(Dataset entries)
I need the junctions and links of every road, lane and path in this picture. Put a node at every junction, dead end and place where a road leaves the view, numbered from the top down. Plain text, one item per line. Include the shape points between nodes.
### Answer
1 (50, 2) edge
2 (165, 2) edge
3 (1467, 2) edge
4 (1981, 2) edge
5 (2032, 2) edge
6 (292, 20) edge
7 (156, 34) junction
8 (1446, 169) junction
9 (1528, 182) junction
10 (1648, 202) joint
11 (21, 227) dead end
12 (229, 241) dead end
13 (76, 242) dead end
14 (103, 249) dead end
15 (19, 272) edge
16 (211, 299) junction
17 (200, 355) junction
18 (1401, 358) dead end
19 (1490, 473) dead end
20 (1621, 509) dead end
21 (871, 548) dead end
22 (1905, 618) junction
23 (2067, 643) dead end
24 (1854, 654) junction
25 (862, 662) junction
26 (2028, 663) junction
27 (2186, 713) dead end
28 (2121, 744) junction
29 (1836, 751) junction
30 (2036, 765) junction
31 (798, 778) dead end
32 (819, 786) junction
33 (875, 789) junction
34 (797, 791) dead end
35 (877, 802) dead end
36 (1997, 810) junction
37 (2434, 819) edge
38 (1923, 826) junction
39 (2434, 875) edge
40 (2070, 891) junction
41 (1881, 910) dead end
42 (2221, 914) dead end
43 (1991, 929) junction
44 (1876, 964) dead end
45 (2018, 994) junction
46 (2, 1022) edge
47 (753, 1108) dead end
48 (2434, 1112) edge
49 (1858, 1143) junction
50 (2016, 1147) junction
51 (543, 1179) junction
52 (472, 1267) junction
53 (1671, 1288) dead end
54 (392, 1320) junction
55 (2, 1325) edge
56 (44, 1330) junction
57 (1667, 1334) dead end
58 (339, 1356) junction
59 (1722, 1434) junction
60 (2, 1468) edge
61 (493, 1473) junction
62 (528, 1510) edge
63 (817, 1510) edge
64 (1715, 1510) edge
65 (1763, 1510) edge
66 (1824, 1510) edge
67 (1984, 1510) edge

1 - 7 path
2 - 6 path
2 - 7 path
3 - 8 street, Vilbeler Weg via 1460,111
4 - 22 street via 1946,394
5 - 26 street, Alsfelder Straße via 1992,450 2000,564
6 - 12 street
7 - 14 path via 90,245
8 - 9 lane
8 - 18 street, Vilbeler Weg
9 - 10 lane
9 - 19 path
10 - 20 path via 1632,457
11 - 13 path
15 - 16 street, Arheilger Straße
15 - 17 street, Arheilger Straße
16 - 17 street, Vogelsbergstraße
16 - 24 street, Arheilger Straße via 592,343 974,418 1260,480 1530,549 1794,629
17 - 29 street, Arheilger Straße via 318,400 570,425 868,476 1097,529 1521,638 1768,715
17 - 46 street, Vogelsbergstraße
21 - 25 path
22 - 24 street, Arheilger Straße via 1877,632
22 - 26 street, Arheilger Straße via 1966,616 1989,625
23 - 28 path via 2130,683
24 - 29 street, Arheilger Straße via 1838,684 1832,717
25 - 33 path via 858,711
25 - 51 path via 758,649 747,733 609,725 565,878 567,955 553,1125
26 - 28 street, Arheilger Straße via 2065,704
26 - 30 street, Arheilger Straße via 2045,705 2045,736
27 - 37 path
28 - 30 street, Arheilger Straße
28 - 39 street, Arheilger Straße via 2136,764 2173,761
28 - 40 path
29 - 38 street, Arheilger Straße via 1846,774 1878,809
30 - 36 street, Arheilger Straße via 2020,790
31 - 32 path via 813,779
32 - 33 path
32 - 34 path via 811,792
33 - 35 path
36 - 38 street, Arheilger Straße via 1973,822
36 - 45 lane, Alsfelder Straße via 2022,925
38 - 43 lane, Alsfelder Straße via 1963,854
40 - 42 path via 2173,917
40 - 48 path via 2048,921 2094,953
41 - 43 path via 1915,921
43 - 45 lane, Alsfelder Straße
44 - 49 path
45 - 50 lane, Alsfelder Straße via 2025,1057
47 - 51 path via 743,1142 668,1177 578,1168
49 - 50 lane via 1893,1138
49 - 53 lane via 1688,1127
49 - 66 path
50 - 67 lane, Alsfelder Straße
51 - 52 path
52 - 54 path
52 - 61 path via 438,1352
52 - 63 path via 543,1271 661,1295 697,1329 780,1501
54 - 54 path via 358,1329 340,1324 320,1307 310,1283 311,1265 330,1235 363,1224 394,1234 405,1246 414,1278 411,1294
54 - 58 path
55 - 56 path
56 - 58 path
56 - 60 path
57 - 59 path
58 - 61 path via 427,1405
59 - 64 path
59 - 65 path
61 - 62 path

> PROBLEM TO SOLVE: What lines in the entries above hold "lane"? Copy every one.

> TASK RESULT:
I need the junctions and links of every road, lane and path in this picture. Put a node at every junction, dead end and place where a road leaves the view, numbered from the top down. Plain text, one item per line. Include the shape points between nodes.
8 - 9 lane
9 - 10 lane
36 - 45 lane, Alsfelder Straße via 2022,925
38 - 43 lane, Alsfelder Straße via 1963,854
43 - 45 lane, Alsfelder Straße
45 - 50 lane, Alsfelder Straße via 2025,1057
49 - 50 lane via 1893,1138
49 - 53 lane via 1688,1127
50 - 67 lane, Alsfelder Straße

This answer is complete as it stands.